# [RECORDS SUPPLIED]
####################
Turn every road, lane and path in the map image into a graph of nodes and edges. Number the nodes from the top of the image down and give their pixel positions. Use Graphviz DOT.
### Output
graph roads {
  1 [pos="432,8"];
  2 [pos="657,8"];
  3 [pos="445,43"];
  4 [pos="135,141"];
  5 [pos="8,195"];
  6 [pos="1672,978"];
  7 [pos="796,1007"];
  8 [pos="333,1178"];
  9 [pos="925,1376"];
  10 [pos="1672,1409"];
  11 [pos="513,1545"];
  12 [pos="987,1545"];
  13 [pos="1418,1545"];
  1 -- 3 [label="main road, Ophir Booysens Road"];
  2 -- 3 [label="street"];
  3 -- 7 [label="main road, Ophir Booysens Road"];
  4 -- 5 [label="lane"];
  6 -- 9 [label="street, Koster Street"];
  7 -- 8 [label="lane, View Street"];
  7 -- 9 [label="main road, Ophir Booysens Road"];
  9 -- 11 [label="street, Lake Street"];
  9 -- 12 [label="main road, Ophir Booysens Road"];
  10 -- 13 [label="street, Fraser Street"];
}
####################
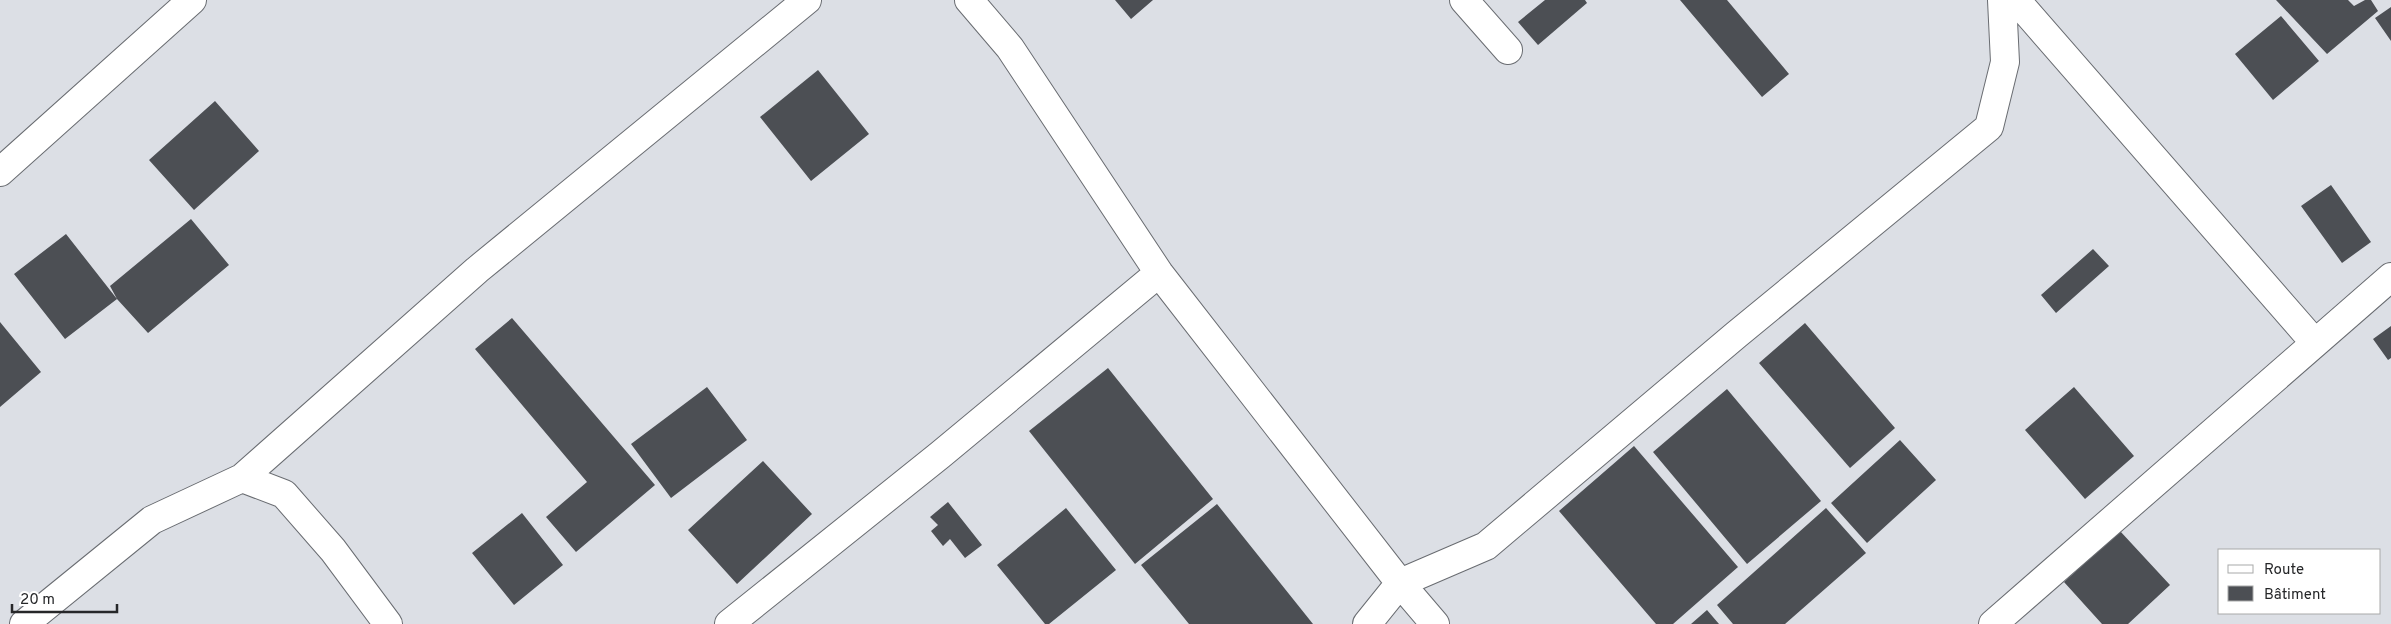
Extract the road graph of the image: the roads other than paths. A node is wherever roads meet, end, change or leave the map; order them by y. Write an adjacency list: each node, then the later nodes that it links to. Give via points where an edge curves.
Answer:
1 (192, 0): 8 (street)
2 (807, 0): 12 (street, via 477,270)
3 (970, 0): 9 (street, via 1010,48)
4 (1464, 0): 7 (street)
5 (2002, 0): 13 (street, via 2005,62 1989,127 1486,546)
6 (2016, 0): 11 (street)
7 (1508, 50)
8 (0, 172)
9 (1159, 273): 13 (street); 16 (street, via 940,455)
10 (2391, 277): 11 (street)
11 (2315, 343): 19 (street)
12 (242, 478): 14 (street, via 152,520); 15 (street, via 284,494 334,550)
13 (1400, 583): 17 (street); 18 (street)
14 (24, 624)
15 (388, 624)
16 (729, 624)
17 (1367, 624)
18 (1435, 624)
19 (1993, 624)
####################
# [TASK PROMPT]
Check every line of the entries above, and copy those that carry the string "nodes".

# [ANSWER TO THE PROBLEM]
Turn every road, lane and path in the map image into a graph of nodes and edges. Number the nodes from the top of the image down and give their pixel positions. Use Graphviz DOT.
Extract the road graph of the image: the roads other than paths. A node is wherever roads meet, end, change or leave the map; order them by y. Write an adjacency list: each node, then the later nodes that it links to. Give via points where an edge curves.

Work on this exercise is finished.